Obviously teenagers are less likely to idolise parents the way young children do. They don’t race to the door every time they hear a parent return home like they did when they were toddlers. This is part of growing up. Teenagers are learning to appreciate and value their parents as adults. Part of this is becoming aware of parental imperfections, which can often be troubling and confronting for a young teen. Yet there is also a developing and maturing appreciation for who parents are and a more mature, grown up level of affection.
If you don’t believe, check the research.
What Teens Really Think
An Australian study of over 45000 young people in 2008 reported:
Over 75% of adolescents highly value their family relationships
74% of all respondents regarded parents as an important source of information, that figure increased to closer to 80% for 11-14 year olds.

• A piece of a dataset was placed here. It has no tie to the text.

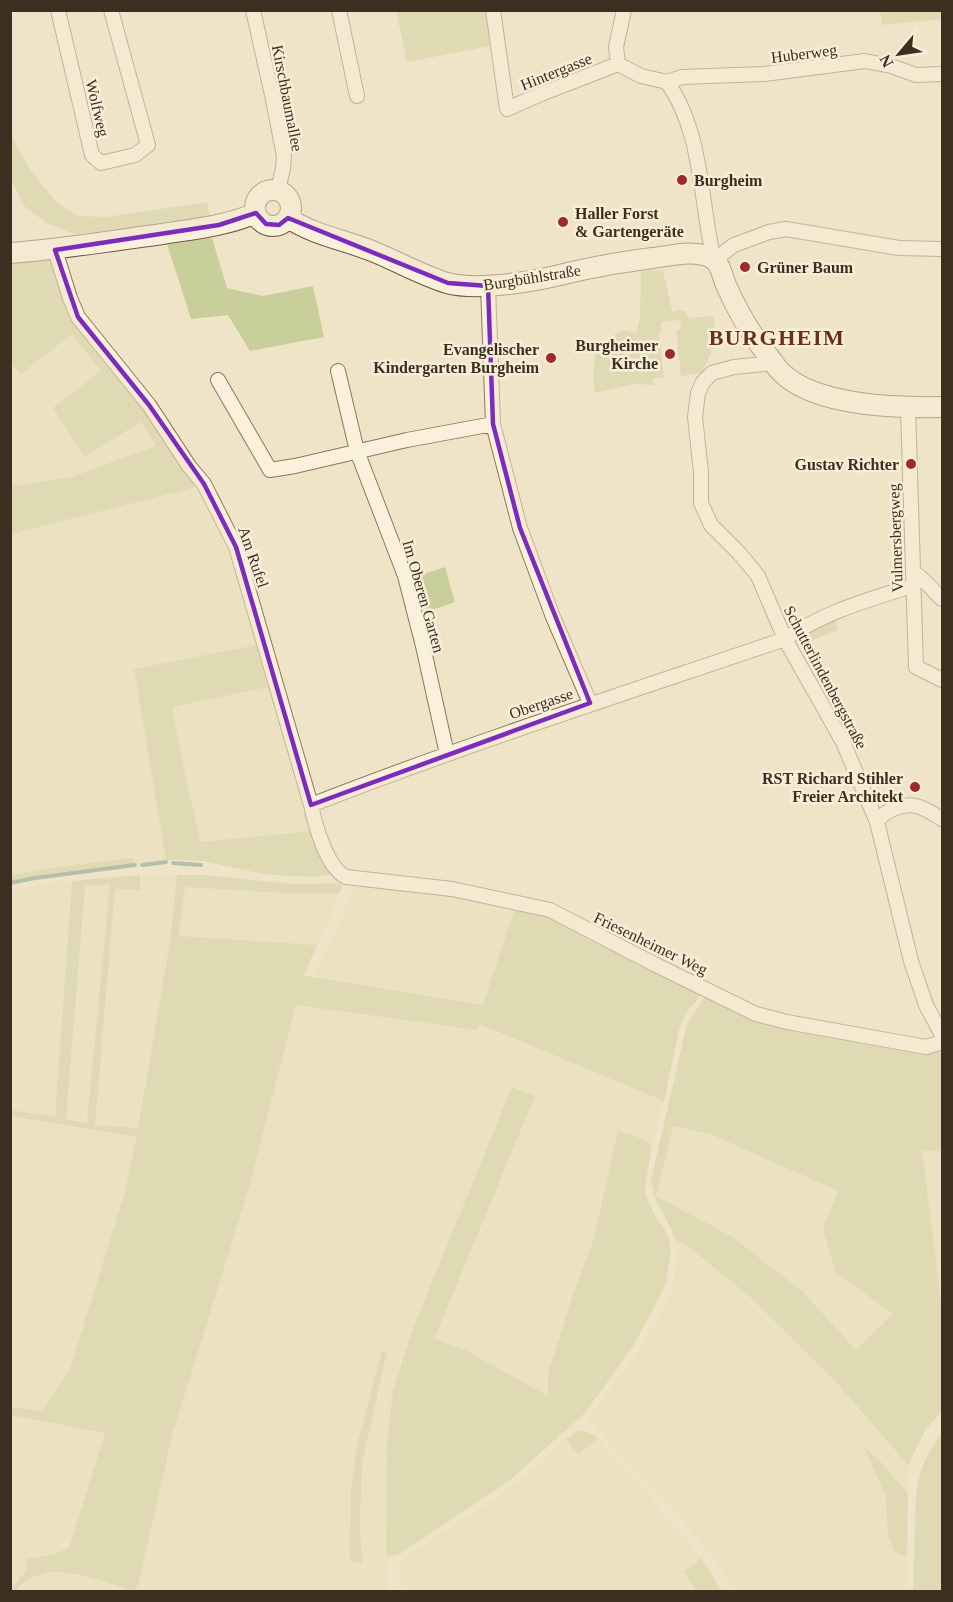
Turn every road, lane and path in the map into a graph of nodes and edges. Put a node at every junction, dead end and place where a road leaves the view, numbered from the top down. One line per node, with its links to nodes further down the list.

An American study of more than 9000 teenagers carried out over 5 years examined how teenagers viewed their parents:
84% of teenagers thought highly of their Mother
81% of teenagers thought highly of their Father
Over 75% of teenagers reported that they really enjoyed spending time with their parents
What About the Rest
Of course some will think “my teen is one of the 20% who really hate their parents.” Firstly these figures are only measures of “high” value responses. Secondly teenagers who really do want their parents in their lives are a much smaller minority than 20%. If parents have been noticeably absent or particularly cruel to a teenager during their childhood it is possible that teens may want a degree of distance between their parents and themsleves. Finally there is a lot parents can do to warrant a significant role in their teenager’s life – it takes concerted and persistent effort.Sources used for this post Moore, K.A., Guzman, L., Hair, E., Lippman, L., & Garrett, S. (2004). Parent-Teen Relationships and Interactions: Far More Positive Than Not. Child Trends Research Brief (25), 2004. Mission Australia (2008). National Survey of Young Australians 2008.